**Requirement**
Would you repeat the data below exactly, taking out the images?

[Extracted data entries]

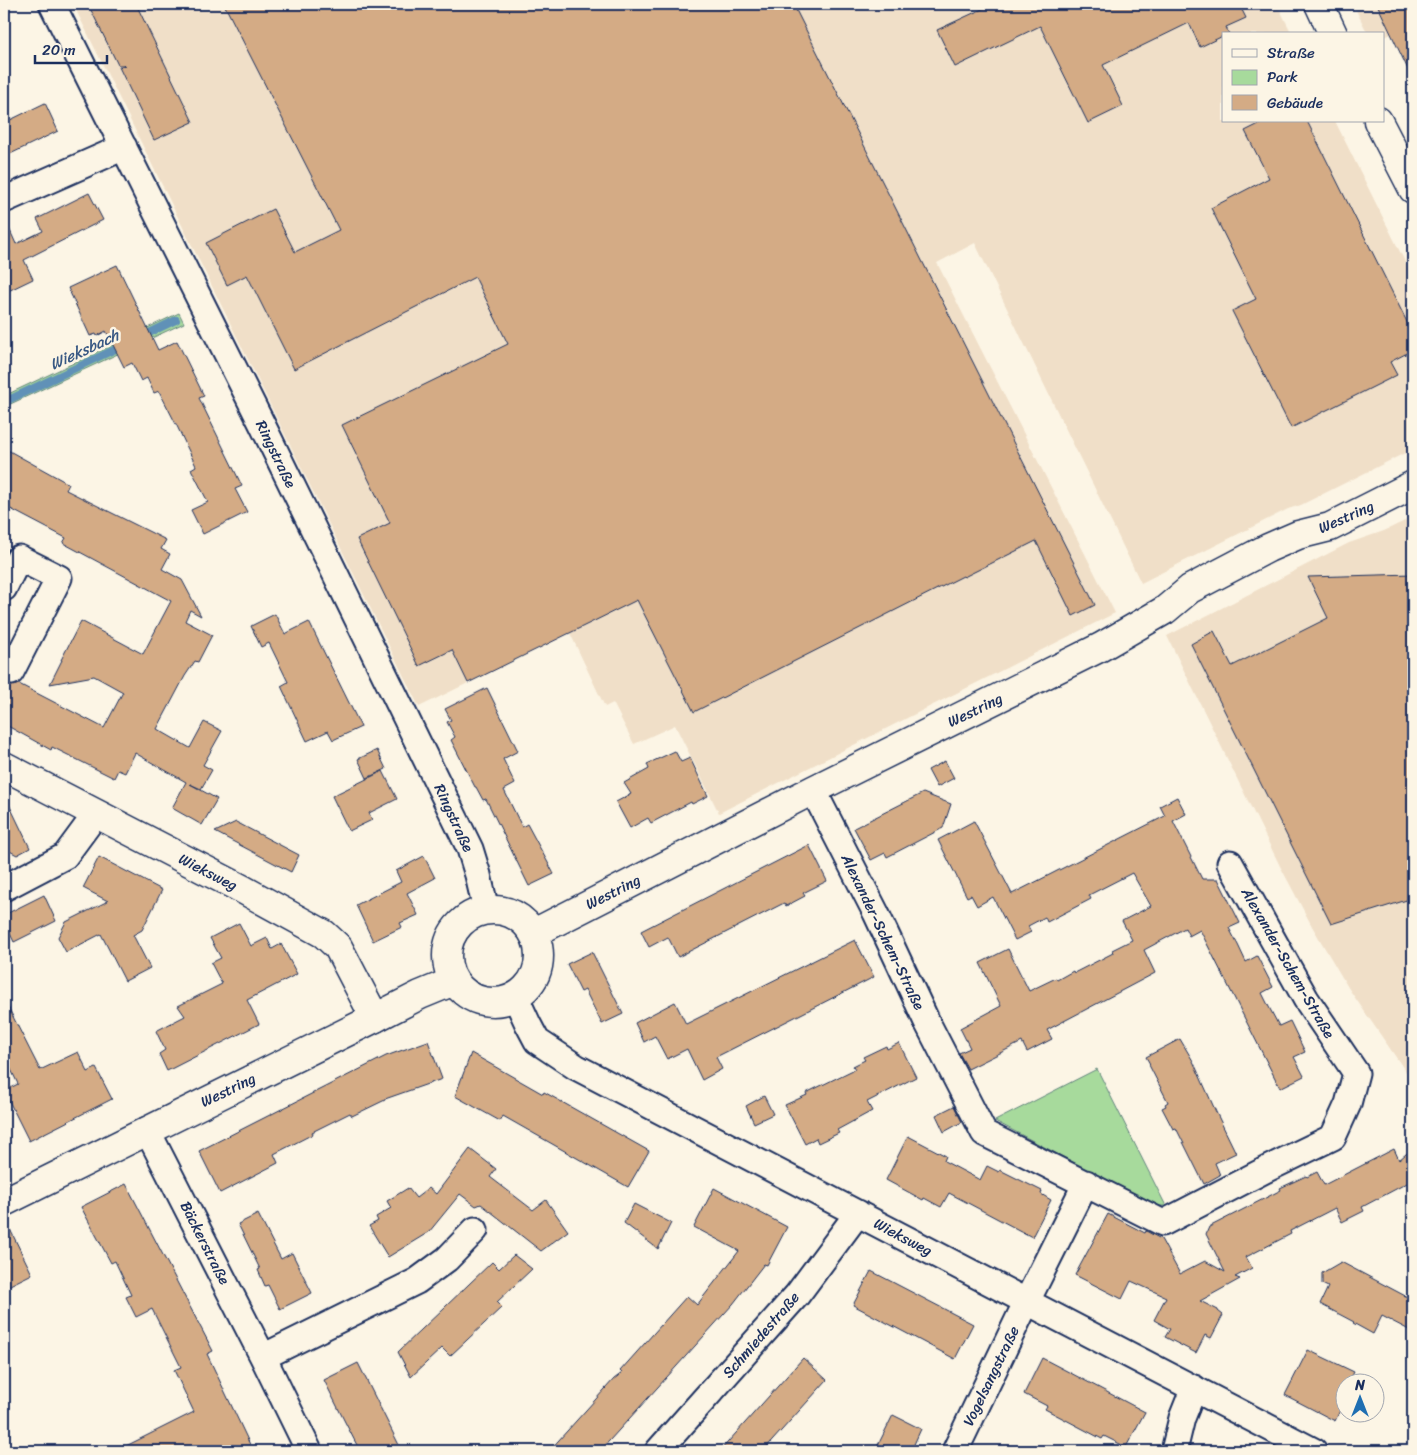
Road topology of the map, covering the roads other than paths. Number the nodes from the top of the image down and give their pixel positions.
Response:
1 (52, 4) edge
2 (1319, 4) edge
3 (1332, 32) edge
4 (1379, 122) edge
5 (124, 147) junction
6 (1411, 180) edge
7 (4, 200) edge
8 (1413, 485) edge
9 (4, 588) edge
10 (4, 668) edge
11 (4, 766) edge
12 (813, 790) junction
13 (96, 814) junction
14 (1230, 863) dead end
15 (4, 888) edge
16 (486, 910) junction
17 (534, 933) junction
18 (454, 981) junction
19 (516, 998) junction
20 (375, 1018) junction
21 (147, 1130) junction
22 (1086, 1183) junction
23 (4, 1202) edge
24 (858, 1213) junction
25 (475, 1230) dead end
26 (1027, 1301) junction
27 (263, 1357) junction
28 (1194, 1388) junction
29 (309, 1451) edge
30 (658, 1451) edge
31 (955, 1451) edge
32 (1174, 1451) edge
33 (1314, 1451) edge

1 - 5 street, Ringstraße
2 - 3 main road
4 - 6 main road
5 - 7 street
5 - 16 street, Ringstraße
8 - 12 main road, Westring
9 - 10 street
11 - 13 main road, Wieksweg
12 - 17 main road, Westring
12 - 22 street, Alexander-Schem-Straße
13 - 15 street
13 - 20 main road, Wieksweg
14 - 22 street, Alexander-Schem-Straße
16 - 17 main road
16 - 18 main road
17 - 19 main road
18 - 19 main road
18 - 20 main road, Westring
19 - 24 street, Wieksweg
20 - 21 main road, Westring
21 - 23 main road, Westring
21 - 27 street, Bäckerstraße
22 - 26 street
24 - 26 street, Wieksweg
24 - 30 street, Schmiedestraße
25 - 27 street
26 - 28 street, Wieksweg
26 - 31 street, Vogelsangstraße
27 - 29 street, Bäckerstraße
28 - 32 street
28 - 33 street, Wieksweg

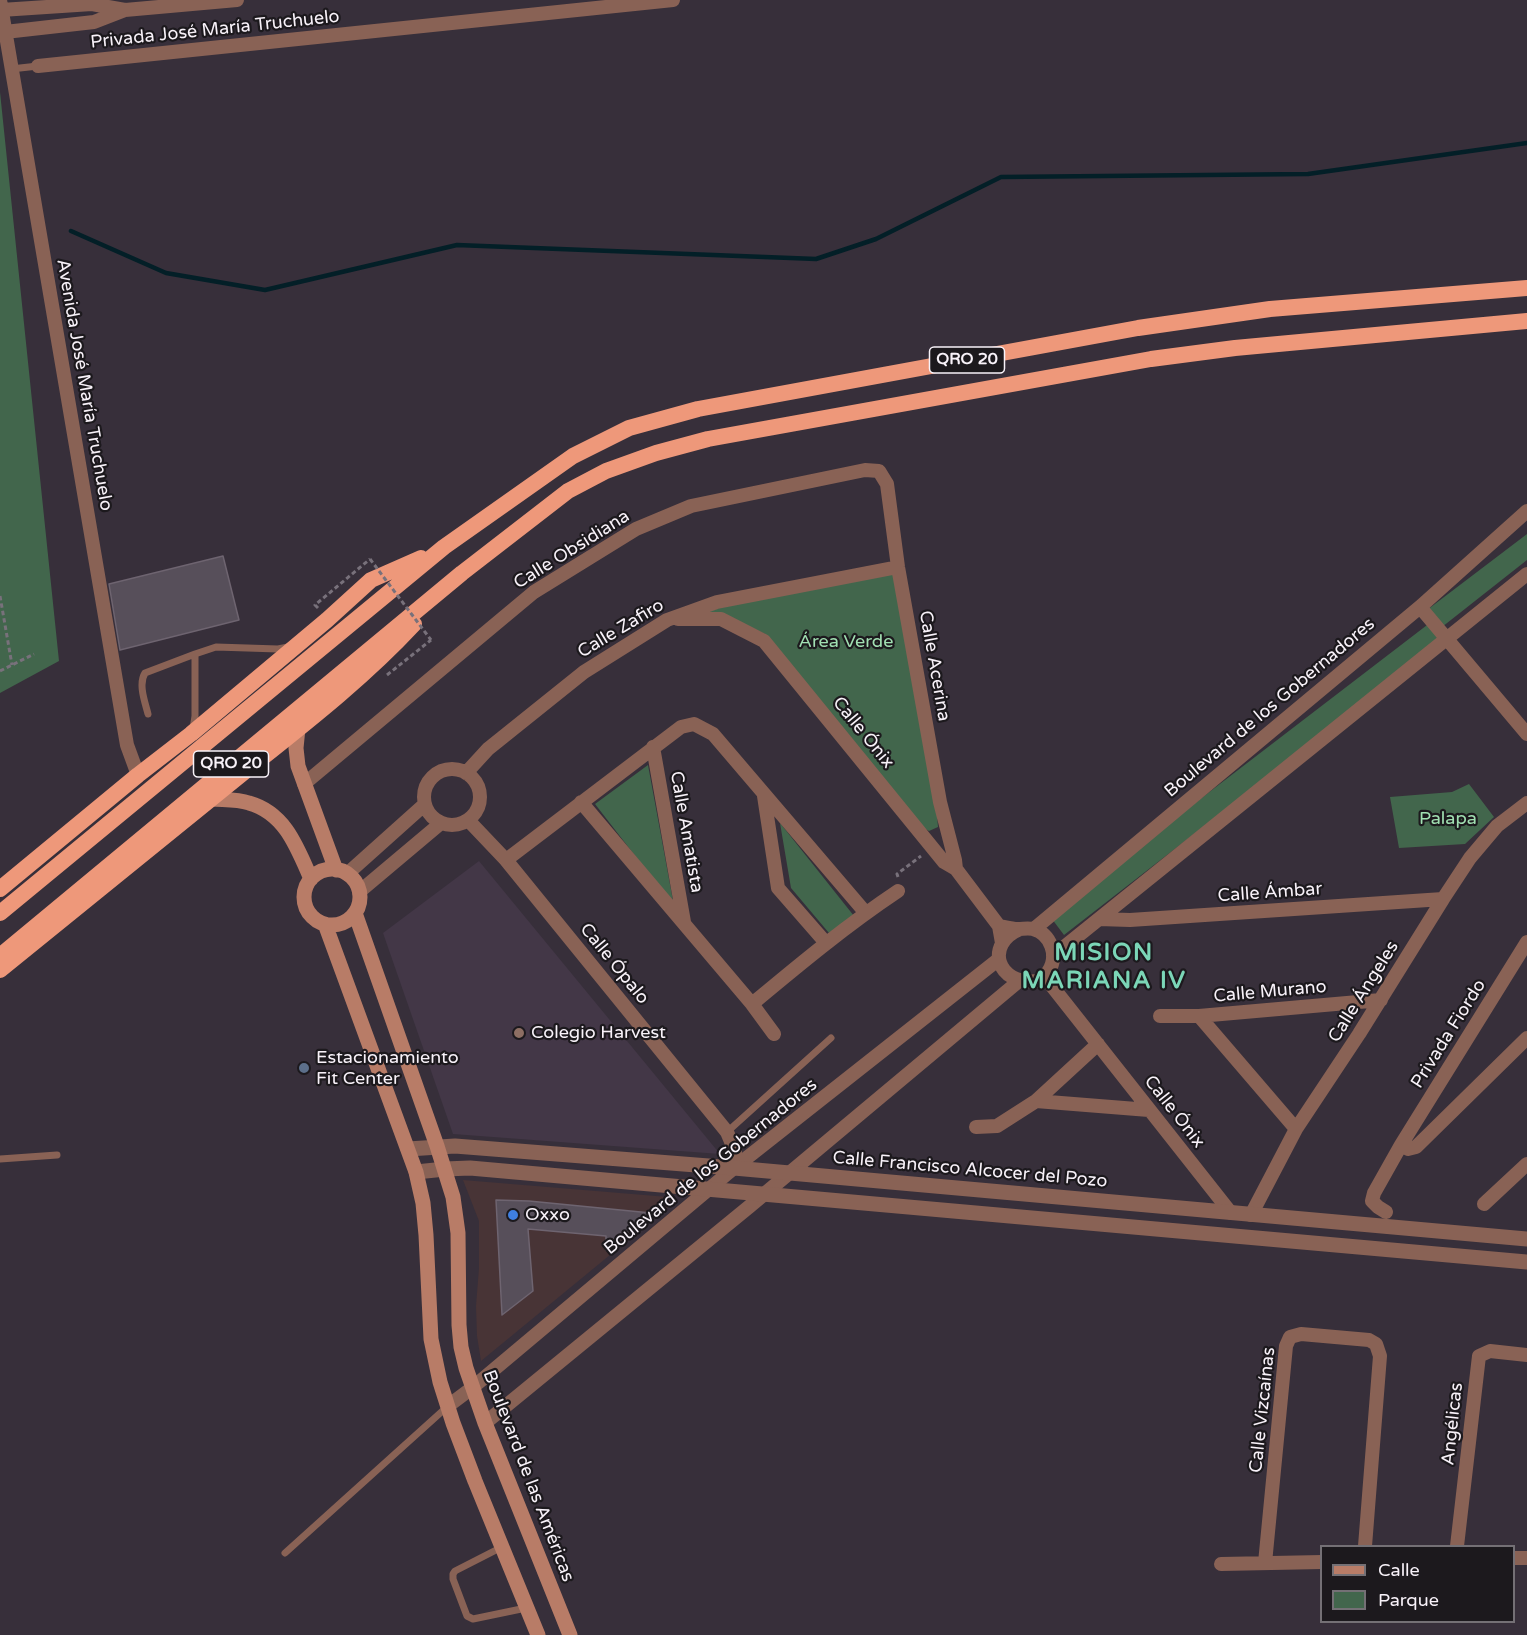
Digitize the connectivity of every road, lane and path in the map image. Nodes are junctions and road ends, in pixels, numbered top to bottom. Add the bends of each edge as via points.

**Problem solution**
Road topology of the map, covering the roads other than paths. Number the nodes from the top of the image down and give their pixel positions.
Response:
1 (52, 4) edge
2 (1319, 4) edge
3 (1332, 32) edge
4 (1379, 122) edge
5 (124, 147) junction
6 (1411, 180) edge
7 (4, 200) edge
8 (1413, 485) edge
9 (4, 588) edge
10 (4, 668) edge
11 (4, 766) edge
12 (813, 790) junction
13 (96, 814) junction
14 (1230, 863) dead end
15 (4, 888) edge
16 (486, 910) junction
17 (534, 933) junction
18 (454, 981) junction
19 (516, 998) junction
20 (375, 1018) junction
21 (147, 1130) junction
22 (1086, 1183) junction
23 (4, 1202) edge
24 (858, 1213) junction
25 (475, 1230) dead end
26 (1027, 1301) junction
27 (263, 1357) junction
28 (1194, 1388) junction
29 (309, 1451) edge
30 (658, 1451) edge
31 (955, 1451) edge
32 (1174, 1451) edge
33 (1314, 1451) edge

1 - 5 street, Ringstraße
2 - 3 main road
4 - 6 main road
5 - 7 street
5 - 16 street, Ringstraße
8 - 12 main road, Westring
9 - 10 street
11 - 13 main road, Wieksweg
12 - 17 main road, Westring
12 - 22 street, Alexander-Schem-Straße
13 - 15 street
13 - 20 main road, Wieksweg
14 - 22 street, Alexander-Schem-Straße
16 - 17 main road
16 - 18 main road
17 - 19 main road
18 - 19 main road
18 - 20 main road, Westring
19 - 24 street, Wieksweg
20 - 21 main road, Westring
21 - 23 main road, Westring
21 - 27 street, Bäckerstraße
22 - 26 street
24 - 26 street, Wieksweg
24 - 30 street, Schmiedestraße
25 - 27 street
26 - 28 street, Wieksweg
26 - 31 street, Vogelsangstraße
27 - 29 street, Bäckerstraße
28 - 32 street
28 - 33 street, Wieksweg

Digitize the connectivity of every road, lane and path in the map image. Nodes are junctions and road ends, in pixels, numbered top to bottom. Add the bends of each edge as via points.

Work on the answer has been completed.